[Mpi3-ft] Asynchronous error handling

Mon May 26 10:51:26 CDT 2008

>  On the telecon today we agreed to have our next telecon on 6/6 focus on how
>we may handle asynchronous error notification within MPI.  The working
>assumption is that we will still have return error codes, but also make use
>of asynchronous notification.  We need to
>    - Clearly define the boundary between these two different error
>notification mechanisms, i.e., when we use one and when the other
>    - Define the precise mechanism for asynchronous error notification
>This e-mail is intended to jump start discussion in preparation for the next
>telecon.

I'll throw something out here.

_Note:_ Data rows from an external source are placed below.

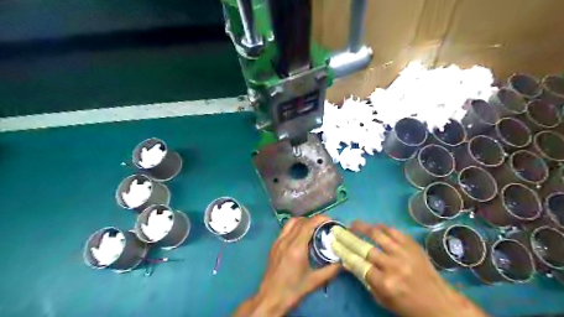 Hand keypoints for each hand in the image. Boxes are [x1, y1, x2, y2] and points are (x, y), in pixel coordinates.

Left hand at [232, 216, 338, 316]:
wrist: (270, 298)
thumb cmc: (293, 291)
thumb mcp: (315, 281)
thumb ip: (331, 270)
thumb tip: (344, 261)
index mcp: (296, 247)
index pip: (308, 224)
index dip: (320, 219)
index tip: (331, 220)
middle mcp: (286, 240)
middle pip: (300, 221)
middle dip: (314, 219)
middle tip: (325, 225)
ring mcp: (278, 242)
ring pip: (291, 222)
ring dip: (303, 221)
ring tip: (313, 229)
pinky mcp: (274, 245)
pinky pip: (285, 229)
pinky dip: (295, 227)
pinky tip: (301, 237)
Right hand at [351, 222, 486, 316]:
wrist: (440, 303)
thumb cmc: (408, 305)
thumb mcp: (383, 299)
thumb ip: (365, 280)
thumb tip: (348, 262)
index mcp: (385, 283)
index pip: (357, 263)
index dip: (343, 251)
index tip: (334, 243)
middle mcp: (393, 266)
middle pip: (364, 247)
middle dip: (347, 237)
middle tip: (338, 230)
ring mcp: (404, 253)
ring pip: (377, 234)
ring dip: (362, 227)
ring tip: (353, 224)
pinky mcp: (412, 245)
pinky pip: (393, 230)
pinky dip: (381, 227)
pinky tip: (374, 226) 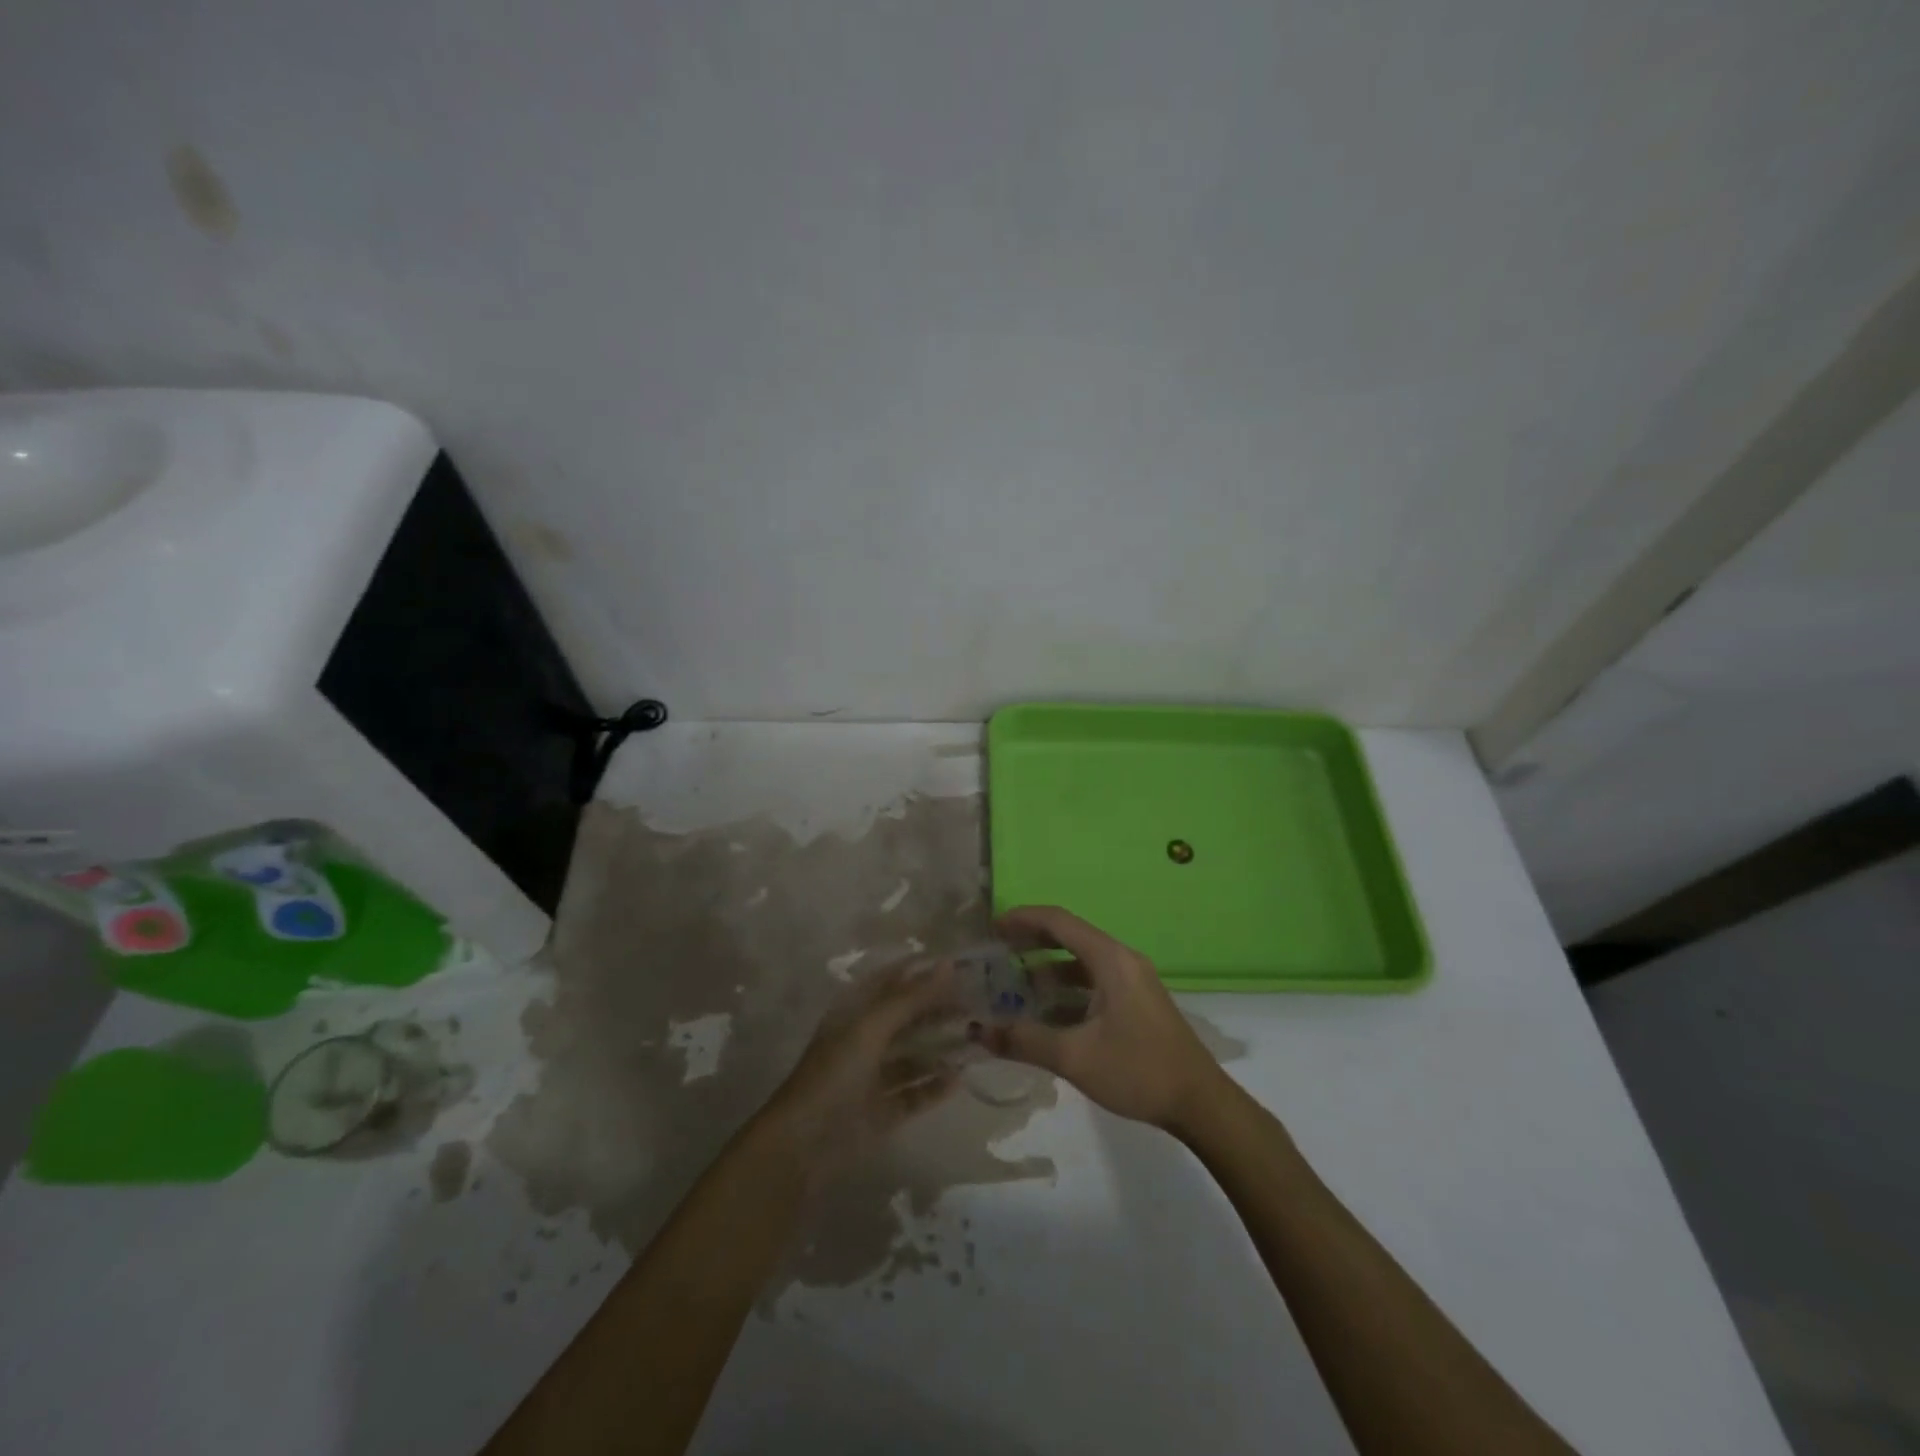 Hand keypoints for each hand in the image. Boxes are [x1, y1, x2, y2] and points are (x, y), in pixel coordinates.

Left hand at [762, 959, 966, 1173]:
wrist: (806, 1143)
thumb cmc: (835, 1072)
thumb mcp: (872, 1027)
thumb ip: (911, 997)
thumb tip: (948, 964)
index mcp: (855, 1013)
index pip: (892, 981)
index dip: (921, 971)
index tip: (959, 965)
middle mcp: (864, 1040)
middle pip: (907, 1018)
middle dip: (938, 1009)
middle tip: (977, 1004)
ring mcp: (873, 1077)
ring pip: (914, 1056)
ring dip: (942, 1048)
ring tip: (976, 1040)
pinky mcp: (883, 1111)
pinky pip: (915, 1093)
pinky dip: (935, 1086)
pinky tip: (960, 1079)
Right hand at [978, 906, 1226, 1131]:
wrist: (1201, 1104)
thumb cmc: (1139, 1071)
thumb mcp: (1076, 1057)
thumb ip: (1025, 1041)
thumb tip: (979, 1031)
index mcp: (1111, 959)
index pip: (1059, 922)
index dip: (1023, 919)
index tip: (991, 928)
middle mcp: (1121, 960)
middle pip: (1069, 937)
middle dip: (1031, 943)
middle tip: (995, 954)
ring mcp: (1131, 981)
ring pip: (1080, 964)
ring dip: (1046, 971)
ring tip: (1011, 987)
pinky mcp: (1135, 1002)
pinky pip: (1092, 983)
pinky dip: (1065, 991)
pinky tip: (1043, 1014)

I wasn't around for the initial 
discussions, so some of this may fly in the face of something that 
people have already decided is obviously wrong. Either way, its a 
start. You may commence with the tomato throwing.

The idea for this proposal is a publish-subscribe model where the 
spec defines the default publish-subscribe relations but allows MPI 
implementations to define new events and default and allows 
applications to cancel/add new event subscriptions. I like this model 
mostly because it is the one being used by the CIFTS project, which I 
suspect will have an important role to play in MPI application fault 
tolerance. Since we won't be able to list all the possible errors 
that may occur, we'll need to define the possible error types and 
describe describe the error notification properties of these broad 
types, rather than individual events. Implementations may then put 
each real error into any type that is deemed appropriate.

Every error will have a defined detection set, which is the set of 
processes that by default subscribe to being notified of this event. 
For example, if a given process fails, any process that tries to 
receive a message from this process is definitely within its 
detection radius. However, if the failed process is a receiver in a 
broadcast, we may or may not choose to include the other broadcast 
receivers in the detection radius (probably not). Each process is 
subscribed to all error events that happen in the process, as long as 
the errors don't cause the process itself to fail.

For each failure event type we will define the latest point in time 
when each process within the event's detection set will be notified. 
For example, if process p fails, all other processes must be notified 
no later than their next receive call that must receive from p (i.e. 
receives with MPI_ANY_SOURCE don't qualify). For errors that cause 
process state to be corrupted, we may want to inform other processes 
no later than the first point in time when their state becomes 
dependent on the corruption. The MPI implementation may deliver the 
event at this latest point using the synchronous error API or at any 
earlier point in time using the asynchronous API.

The synchronous API will be a direct extension of the current error 
reporting API. The asynchronous API will take the form of an events 
queue that may be explicitly polled by the application to see if 
there are any pending events. Applications will also be able to 
register a callback function that will automatically be called by MPI 
whenever a new event arrives. Furthermore, processes may subscribe to 
events emanating from other processes as they see fit. For example, 
the application may designate one or more processes as error monitors 
and these processes would register themselves to listen to all other 
processes and take appropriate corrective measures if something goes wrong.

Greg Bronevetsky
Post-Doctoral Researcher
1028 Building 451
Lawrence Livermore National Lab
(925) 424-5756
bronevetsky1 at llnl.gov